California FTB proposes new withholding regulation for pass-through entities

Multistate Tax alert | August 31, 2017

This tax alert summarizes proposed Regulation Section 18662-7 and provides some taxpayer considerations.

Overview

On September 8, 2017, the California Franchise Tax Board (FTB) is holding an Interested Parties Meeting (IPM) to discuss recently issued proposed language for a new regulation-California Code of Regulations, title 18 (Regulation), Section 18662-7–that, if adopted, would change the withholding requirements for domestic pass-through entities.1 Notable changes that would result from this proposed regulation include:

  • Withholding on a pass-through entity owner’s distributive share of California source income (instead of distributions paid),
  • A withholding rate that varies depending on whether the pass-through entity owner is an individual, C corporation, S corporation, or other upper-tier pass-through entity (instead of the flat seven percent rate),
  • A ten-day notification requirement for reporting withholding payments to owners, and
  • Two new forms: Form 592-Q (filed when a withholding payment is made to the FTB on behalf of a non-resident owner), and Form 592-PTE (filed on an annual basis by a pass-through entity that is allocating withholding payments to its owners).
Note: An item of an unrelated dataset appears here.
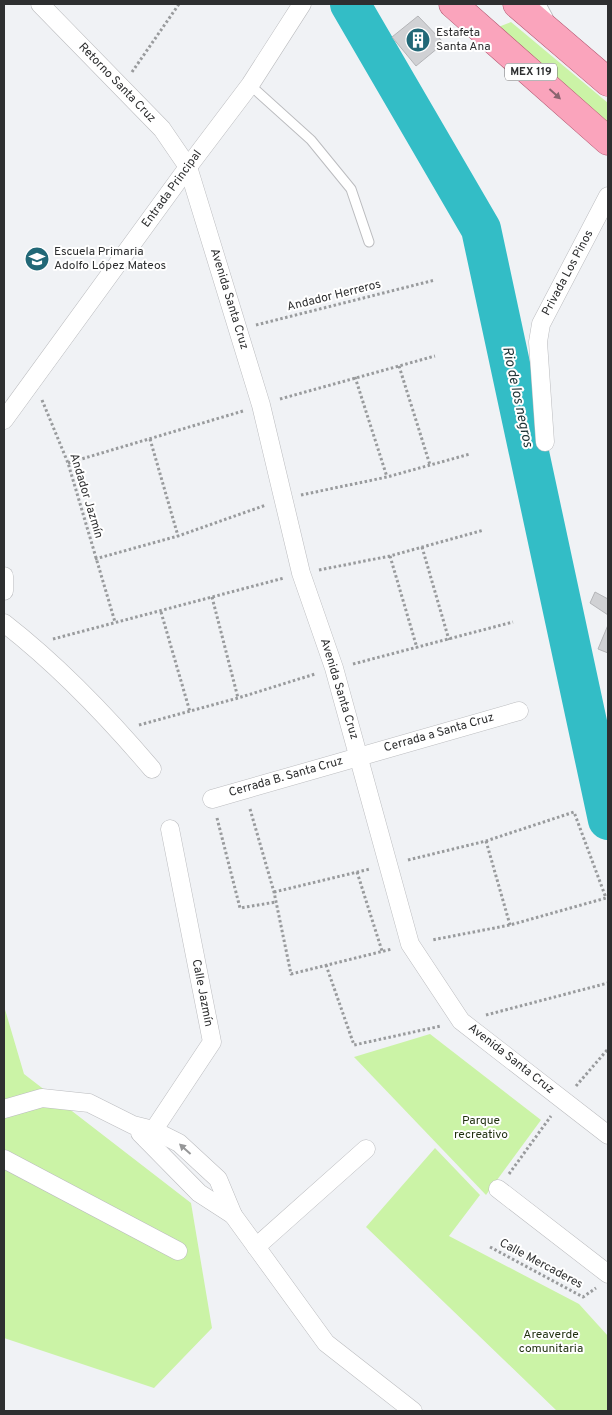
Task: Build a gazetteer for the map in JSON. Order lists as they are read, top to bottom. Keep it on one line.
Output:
{"streets":{"main road":["MEX 119"],"street":["Retorno Santa Cruz","Entrada Principal","Privada Los Pinos","Avenida Santa Cruz","Cerrada a Santa Cruz","Cerrada B. Santa Cruz","Calle Jazmín"],"path":["Andador Herreros","Andador Jazmín","Calle Mercaderes"]},"crossings":[["Retorno Santa Cruz","Entrada Principal"],["Retorno Santa Cruz","Avenida Santa Cruz"],["Entrada Principal","Avenida Santa Cruz"],["Entrada Principal","Andador Jazmín"],["Andador Herreros","Avenida Santa Cruz"],["Avenida Santa Cruz","Cerrada a Santa Cruz"],["Avenida Santa Cruz","Cerrada B. Santa Cruz"],["Cerrada a Santa Cruz","Cerrada B. Santa Cruz"]],"water":["Rio de los negros"],"parks":["Parque recreativo","Areaverde comunitaria"],"places":{"building":["Estafeta Santa Ana"],"school or university":["Escuela Primaria Adolfo López Mateos"]}}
It should be noted that, as required under current law, upper-tier pass-through entities still must allocate withholding paid by a lower-tier pass-through entity to every owner of the upper-tier pass-through entity (including California residents) and cannot claim a refund of any excess withholding.
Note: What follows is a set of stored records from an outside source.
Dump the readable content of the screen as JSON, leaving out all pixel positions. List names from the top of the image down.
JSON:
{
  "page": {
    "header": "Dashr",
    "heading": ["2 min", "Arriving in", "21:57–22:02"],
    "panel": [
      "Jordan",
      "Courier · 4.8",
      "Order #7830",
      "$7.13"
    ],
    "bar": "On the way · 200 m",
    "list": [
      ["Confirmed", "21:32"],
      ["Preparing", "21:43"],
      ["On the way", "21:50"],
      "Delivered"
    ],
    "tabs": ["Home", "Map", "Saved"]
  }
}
General requirement for pass-through entity to withhold

Proposed Regulation Section 18662-7 requires a “pass-through entity” to withhold tax on behalf of a “nonresident owner” in an amount equal to that owner’s “tax rate of withholding” multiplied by that owner’s distributive share of the pass-through entity’s California source income.2 Although the current language does not explicitly state that this withholding is made in lieu of the current requirement to withhold on distributions paid, the FTB has stated that “[p]ass-through entities will be required to withhold on behalf of a nonresident owner’s distributive share of the pass-through entity’s California source income rather than withhold on distributions paid.”3

A “pass-through entity” is defined to include “a partnership (as defined by [CRTC Section] 17008 and Regulation section 18662-2(o)), estate or trust, and S corporation.”4 A “partnership” is defined under those sections to include limited liability companies taxed as partnerships, limited partnerships, and limited liability partnerships.5

A “non-resident owner” is defined to include “partners, members, and shareholders that are non-residents of California, in addition to beneficiaries of an estate or trust that are non-residents of California” and includes “owners that are non-resident individuals and owners that are non-California business entities, including, but not limited to, such entities as pass-through entities, publicly traded partnerships, master limited partnerships, estates or trusts, and suspended or forfeited corporations.”6 The FTB has explained that the “definition of nonresident owner is intentionally broad and includes individuals, corporations, and all other non-California business entities, as defined in [Regulation S]ection 18662-2(i).”7

The “tax rate of withholding” that applies depends on whether the non-resident owner is an individual, C corporation, S corporation, or an upper-tier pass-through entity other than an S corporation.8 If the non-resident owner is an individual, the rate is the highest marginal tax rate in effect under CRTC Section 17041, which appears to be 13.3 percent9 (12.3 percent highest tax rate under Proposition 3010 and increased one percent for the mental health service tax that is treated as imposed under CRTC Section 17041.)11

For regular C corporations, the rate is 8.84 percent.12 For bank and financial corporations, the rate is 10.84 percent.13 For regular S corporations, the rate is the highest marginal tax rate for individuals plus 1.5 percent (3.5 percent for an S corporation that is a financial corporation).14 Where the pass-through entity owner is itself a non-California upper-tier pass-through entity, other than an S corporation, the tax rate is the highest marginal tax rate for individuals under CRTC Section 17041.15

If this proposed regulation is adopted, any pass-through entity that fails to meet the withholding requirements is subject to penalties under Regulation Section 18662-8(d) and CRTC Sections 18668 and 19183, which includes penalties for failure to file correct information returns and liability for withholding amounts.16 The FTB has also included examples under subsection (h) of this proposed regulation to illustrate how this regulation should be applied.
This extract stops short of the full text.